As benign as our trip from Mrauk U on the Kelandan may be, another ferry takes passengers down the open Rakhine coast to Taungoo, not far north of Nagpali Beach, in what would most likely be much rougher water. In fact, one boat went down in bad weather with numerous passengers a month ago. Not that I imagine traveling in Myanmar in any way the paragon of safety.
Dilapidated warehouses with little sign of life and built according to somewhat more modern geometries range alongside sprawling teak and thatch structures set against clusters of bushes. The flat open land spreads out to the back, with no sign of urban space to be seen, and yet I am assured that the city is located immediately behind the foliage-shrouded channels to our left.
Just as the passengers crowd towards the steep staircase leading to the lower deck, and those from below clamber over the adjoining wooden fishing boat towards the jetty, expectant motorcycle taxi and tuktuk drivers glower in our direction from the jetty, eyes glued to their most lucrative possibilities, namely anyone who is obviously not local.

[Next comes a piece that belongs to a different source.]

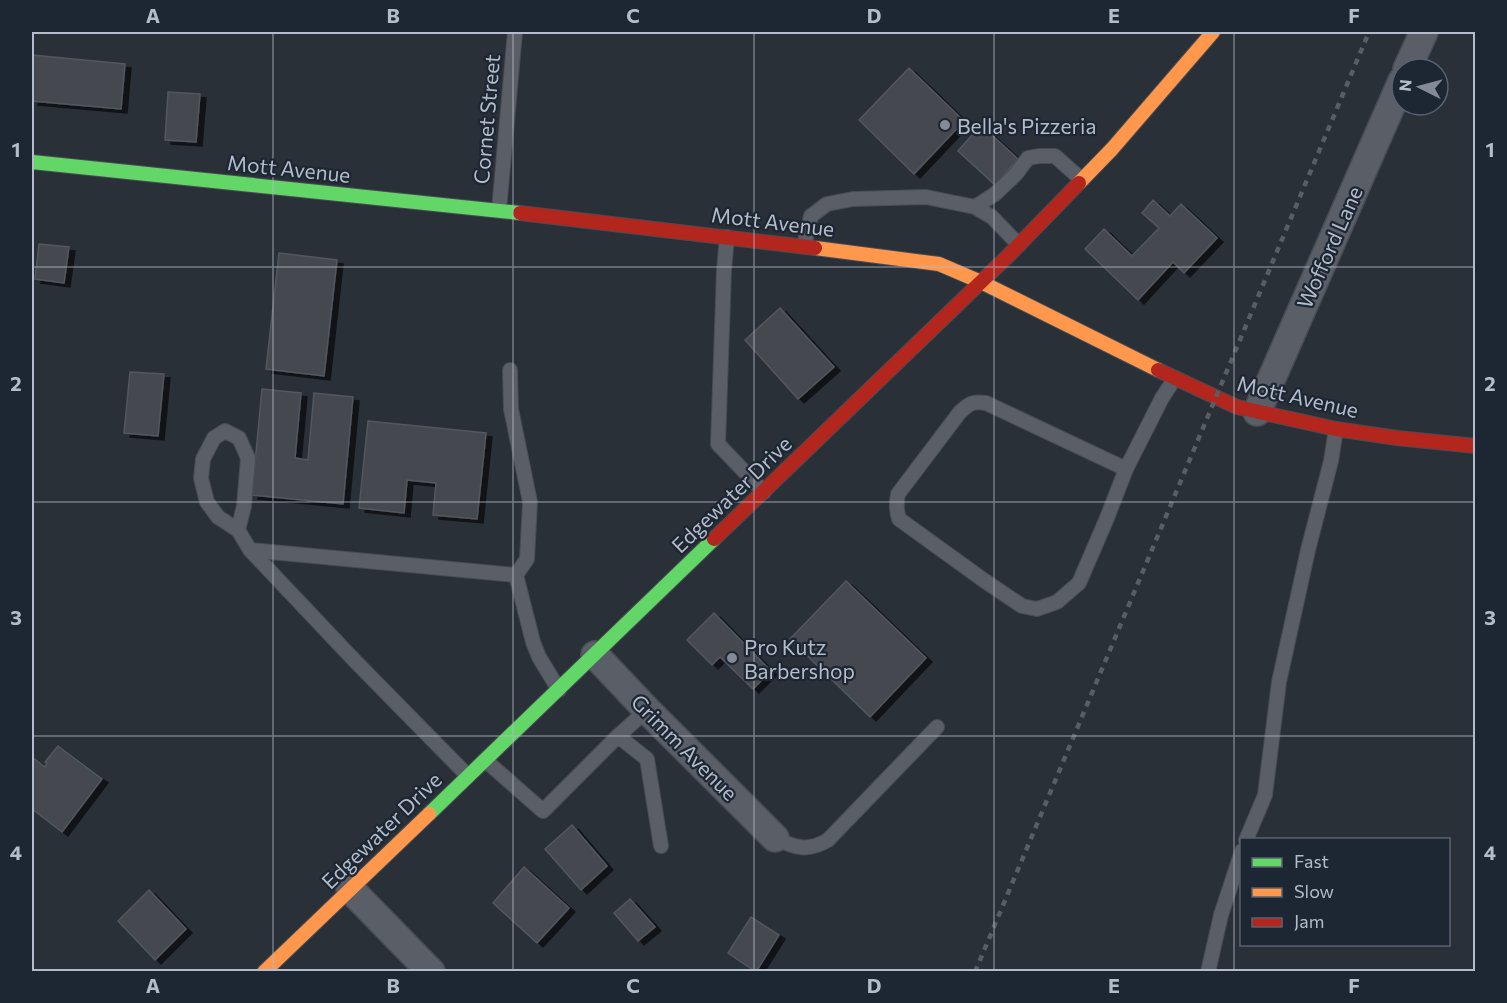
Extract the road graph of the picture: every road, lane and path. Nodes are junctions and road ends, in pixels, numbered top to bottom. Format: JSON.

I let the hordes disembark before me, leaving me one of the last to leave. One driver plies me with his courtesies, but I think I would rather walk at this point after having been confined for five hours to this cramped boat.

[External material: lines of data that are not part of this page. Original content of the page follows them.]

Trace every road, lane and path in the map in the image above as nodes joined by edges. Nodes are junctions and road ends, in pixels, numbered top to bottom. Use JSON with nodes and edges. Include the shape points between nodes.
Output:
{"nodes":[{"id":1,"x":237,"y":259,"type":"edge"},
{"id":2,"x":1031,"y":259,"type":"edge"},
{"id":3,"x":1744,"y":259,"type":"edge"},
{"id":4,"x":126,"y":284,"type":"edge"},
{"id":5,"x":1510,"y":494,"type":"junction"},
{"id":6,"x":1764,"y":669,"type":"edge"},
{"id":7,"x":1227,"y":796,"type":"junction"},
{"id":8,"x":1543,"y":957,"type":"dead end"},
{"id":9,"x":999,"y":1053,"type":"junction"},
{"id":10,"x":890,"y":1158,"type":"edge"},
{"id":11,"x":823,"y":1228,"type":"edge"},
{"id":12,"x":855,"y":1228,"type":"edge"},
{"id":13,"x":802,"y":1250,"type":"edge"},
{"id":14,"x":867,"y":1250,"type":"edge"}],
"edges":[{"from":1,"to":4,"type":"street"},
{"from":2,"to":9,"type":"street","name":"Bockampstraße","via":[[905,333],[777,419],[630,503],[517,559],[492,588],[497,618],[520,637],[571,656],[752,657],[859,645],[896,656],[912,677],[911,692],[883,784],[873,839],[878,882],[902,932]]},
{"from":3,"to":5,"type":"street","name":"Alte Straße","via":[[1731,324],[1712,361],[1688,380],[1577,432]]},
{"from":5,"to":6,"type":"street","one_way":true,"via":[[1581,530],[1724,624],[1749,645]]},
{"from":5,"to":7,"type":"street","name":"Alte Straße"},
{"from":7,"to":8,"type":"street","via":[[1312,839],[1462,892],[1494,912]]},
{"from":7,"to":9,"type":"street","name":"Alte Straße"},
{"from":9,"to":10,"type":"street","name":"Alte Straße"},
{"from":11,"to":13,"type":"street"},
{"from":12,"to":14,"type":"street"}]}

Past the diminutive concentration of vehicles along the shore, a modest dirt road leads to the main street, running north half a mile into the centre of town, open water visible between the bushes a short walk to the west.
It becomes immediately apparent that the town is far more interesting than the travel literature has let on, not that the region has been particularly amenable to traveling for other reasons, including lack of infrastructure and perennial instability.
Broadleaved trees enshroud modest teak bungalows recessed on small, dirt-paved lots. The second floor verandahs are enclosed with maze-styled balustrades stained in blue, while shade-bearing tropical hardwoods weave along the alleys emanating to the side of the surprisingly well-paved boulevard. Symmetrically-patterned fascia line the gable ends of Creole-style villas unseen elsewhere in the country, lending Sittwe a somewhat otherworldly feeling.
Closer to the centre, a more mouldering sense of modernist architecture reveals itself in the modest grid of streets, a series of bank buildings signalling the definitive presence of money, although the hotel situation in town is of more importance to me at the moment.
I had found only a few hotels online for Sittwe, and their reputation is about as terrible as their prices high. The KSS guesthouse recommended by the tuktuk driver at the boat is a case in point, $30 U.S. being charged for a small box with mouldering walls and dark hallways on an upper floor, with tiny beds, thin mattresses and threadbare sheets, a token night table and rickety chair, moth-eaten mosquito nets, and a minute dank and unsavory bathroom.
Opting to look elsewhere, I come upon another much grimmer option on the main road for only $20. With such deplorable lower cost options, I can’t imagine the more expensive hotels representing such terrible choices.
I seem to recall that the Noble hotel had terrible reviews, and while it is expensive at U.S. $50 a night, its presentation from the tiled lobby, with large clean glass windows and a stained teak reception counter, gives an upstanding impression. An artful curving staircase leads to the upper floor, the carpeted floors and wood-paneled hallway leading to a small but equally impeccable carpeted room, with two very small but equally impeccable beds. The room also includes a small table, chair, fridge, nightstand, air conditioning, high ceilings, and apparently even wifi, all spotlessly clean.
It may be far beyond my normal price range, but unquestionably preferable compared to the places I have just taken in. And even better yet, the gargantuan cultural museum is virtually across the street, so this can’t be the worst area of town, not that Sittwe appears that shabby to begin with.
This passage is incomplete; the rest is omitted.